Scientists have discovered Earth's fourth most abundant mineral—calcium silicate perovskite -- rarely found on the surface but submerged deep inside Earth's mantle, at 700 kilometres as it is too unstable to exist on the surface.
Now, it has been found in a diamond supposed to have formed deep in the Earth's mantle. Diamond acts as a strong container and the only cover to keep the unstable mineral intact and that too on Earth's surface. The diamond was mined from the Cullinan Mine in South Africa.
"Nobody has ever managed to keep this mineral stable at the Earth's surface," said Graham Pearson of the University of Alberta. "Based on our findings, there could be as much as zetta tonnes of this perovskite in deep Earth."
Pearson said that this diamond is sourced from the same mine that gave the world the two largest diamonds currently found in the British Crown.
He said this particular diamond - calcium silicate perovskite- would have sustained more than 24 billion pascals of pressure, which is equivalent to 240,000 atmospheres before it formed. Most diamonds are formed at a depth of about 150 to 200 km, whereas this diamond possibly originated at a depth of at least 700 km.
"Diamonds are really unique ways of seeing what's in the Earth," he said. "The specific composition of the perovskite inclusion in this particular diamond very clearly indicates the recycling of oceanic crust into Earth's lower mantle. It provides fundamental proof of what happens to the fate of oceanic plates as they descend into the depths of the Earth."
Pearson referred to the latest discovery as "a nice illustration of how science works." It happens once in a while, he added.
In 2014, scientists made similar discovery of ringwoodite, which is the fifth most abundant mineral on the planet.
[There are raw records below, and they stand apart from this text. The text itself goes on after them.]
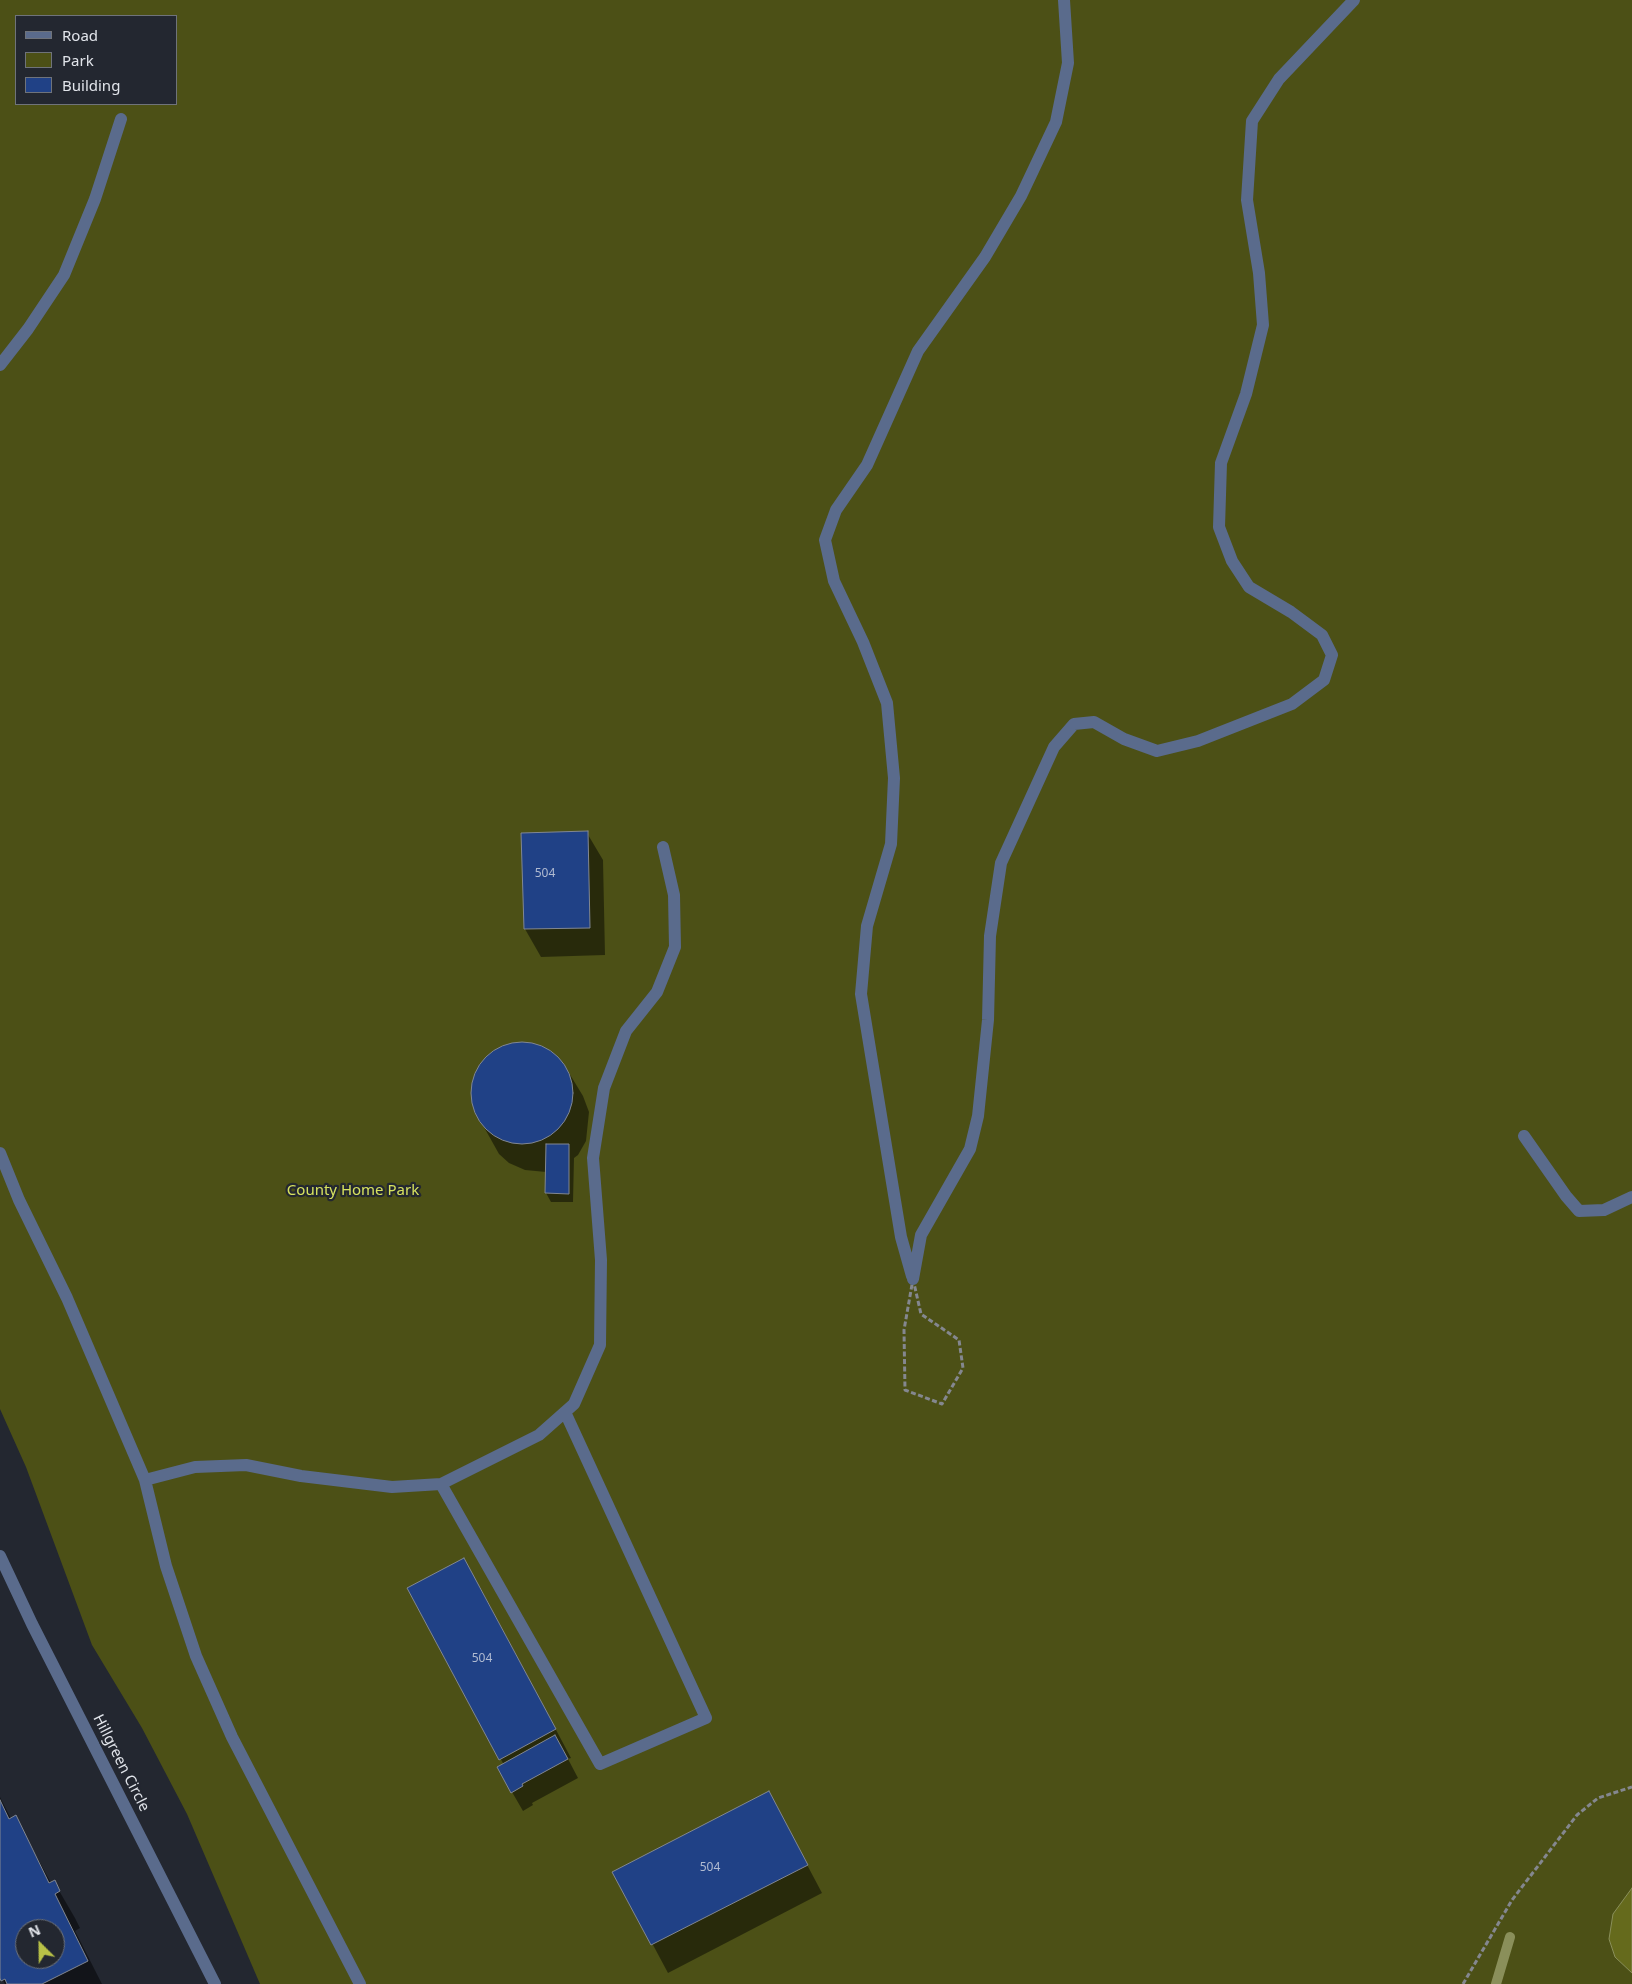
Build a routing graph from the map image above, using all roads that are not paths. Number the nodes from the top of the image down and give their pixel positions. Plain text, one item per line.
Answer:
1 (1064, 0) edge
2 (1354, 0) edge
3 (121, 120) dead end
4 (0, 365) edge
5 (663, 847) dead end
6 (1524, 1136) dead end
7 (0, 1153) edge
8 (1632, 1197) edge
9 (565, 1412) junction
10 (145, 1480) junction
11 (441, 1484) junction
12 (0, 1556) edge
13 (215, 1984) edge
14 (360, 1984) edge

1 - 2 street
3 - 4 street
5 - 9 street
6 - 8 street
7 - 10 street
9 - 11 street
9 - 11 street
10 - 11 street
10 - 14 street
12 - 13 street, Hillgreen Circle

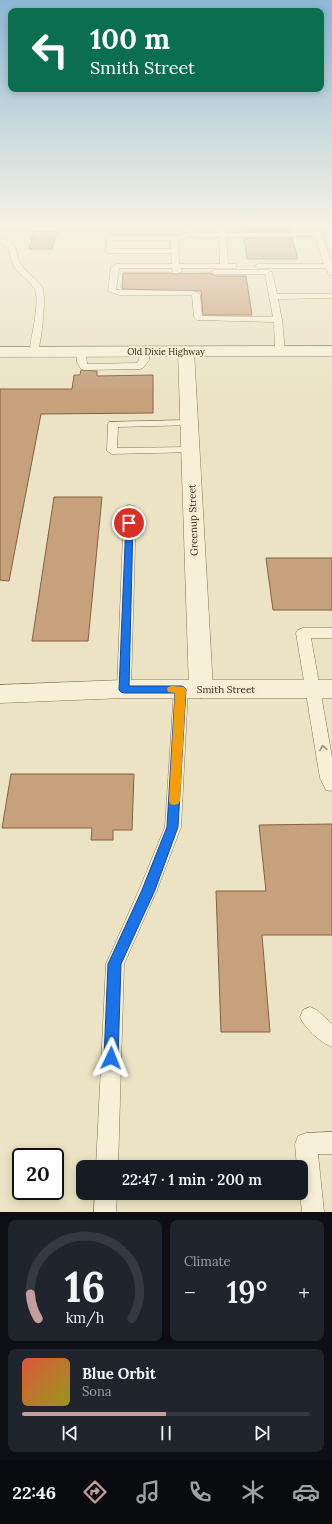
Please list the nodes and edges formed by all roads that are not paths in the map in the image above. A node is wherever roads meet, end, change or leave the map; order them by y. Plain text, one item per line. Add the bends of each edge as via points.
1 (32, 281) edge
2 (113, 281) edge
3 (270, 281) edge
4 (332, 296) edge
5 (273, 297) junction
6 (278, 320) junction
7 (186, 351) junction
8 (280, 351) junction
9 (332, 351) edge
10 (0, 352) edge
11 (34, 352) junction
12 (189, 423) junction
13 (190, 450) junction
14 (130, 508) dead end
15 (332, 633) edge
16 (191, 689) junction
17 (124, 690) junction
18 (323, 690) edge
19 (0, 694) edge
20 (332, 785) edge
21 (310, 1017) dead end
22 (332, 1038) edge
23 (332, 1143) edge
24 (107, 1160) edge
25 (106, 1200) edge
26 (105, 1212) edge
27 (313, 1212) edge

1 - 11 lane via 39,288 40,298
2 - 6 lane via 112,291 119,293 194,293 200,318
3 - 5 lane
4 - 5 lane
5 - 6 lane
6 - 8 lane
7 - 8 street, Old Dixie Highway
7 - 11 street, Old Dixie Highway
7 - 12 street, Greenup Street
8 - 9 street, Old Dixie Highway
10 - 11 street, Old Dixie Highway
12 - 13 street, Greenup Street
12 - 13 lane via 113,424 112,451
13 - 16 street, Greenup Street
14 - 17 lane
15 - 18 lane via 303,633
16 - 17 street, Smith Street
16 - 18 street, Smith Street
16 - 24 lane via 173,827 115,964
17 - 19 street, Smith Street
20 -> 18 lane via 328,778
21 - 22 lane
23 - 27 lane via 306,1144
25 - 26 lane

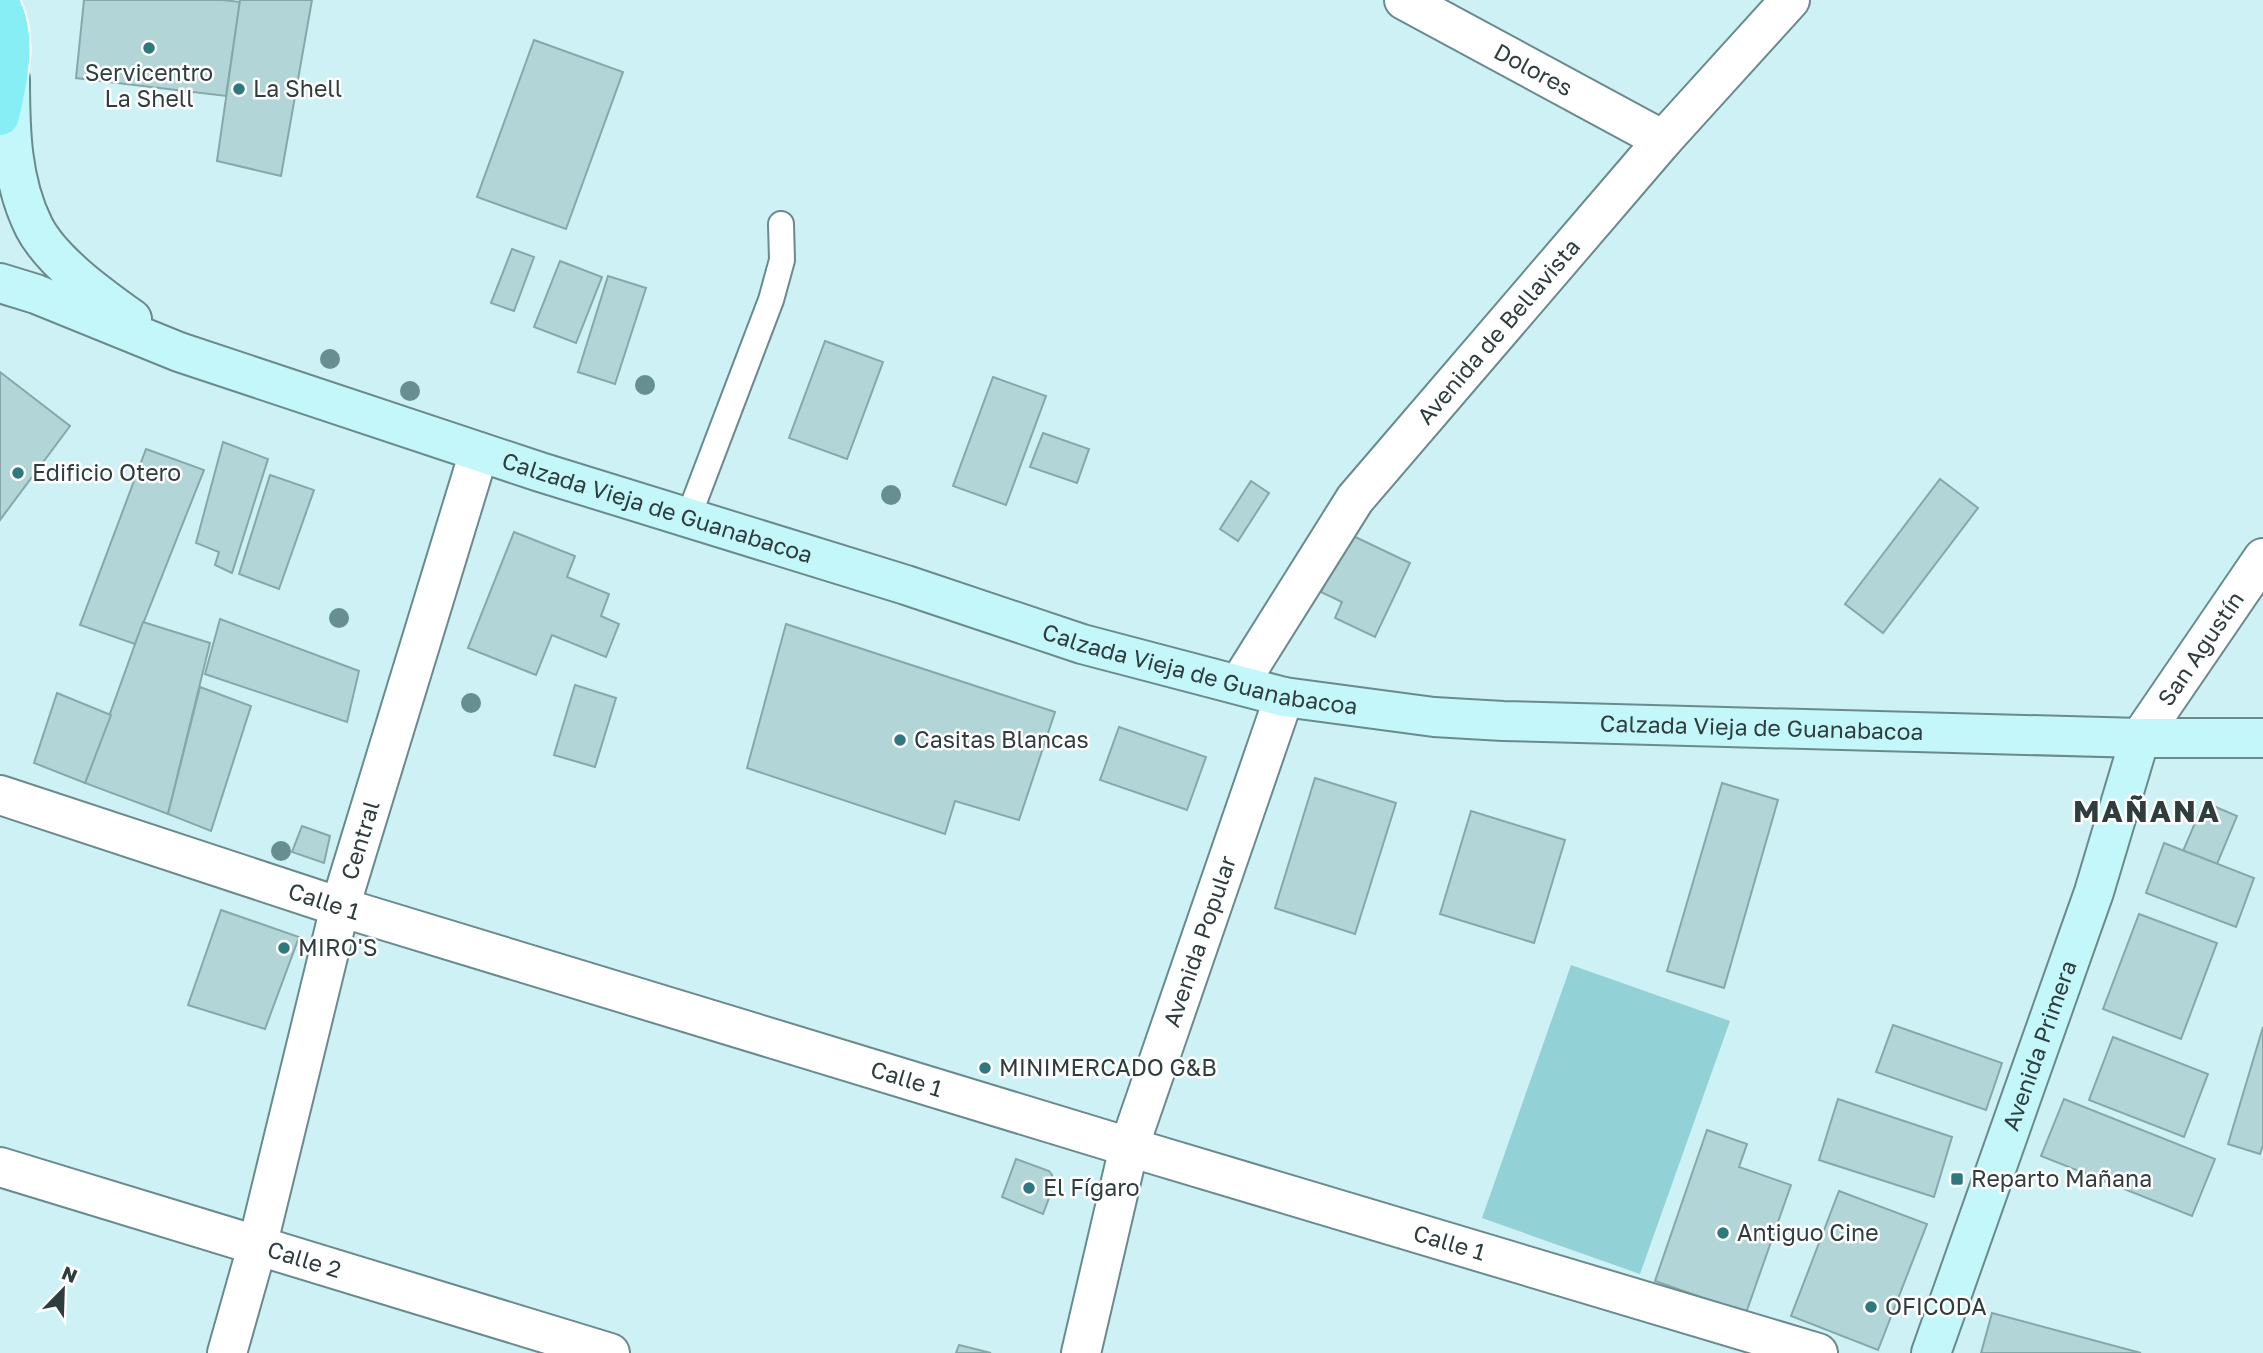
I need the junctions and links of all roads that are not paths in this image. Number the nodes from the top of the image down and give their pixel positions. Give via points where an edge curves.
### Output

The study reiterates the view that there are huge reservoirs of water in silicate rocks deep inside the Earth's mantle.
"With the ringwoodite discovery, we showed there is a lot of water trapped in really deep parts of the Earth, which probably all came from recycling ocean water," Pearson said.
The study, "CaSiO3 Perovskite in Diamond Indicates the Recycling of Oceanic Crust Into the Lower Mantle," was published in the March 8 issue of Nature.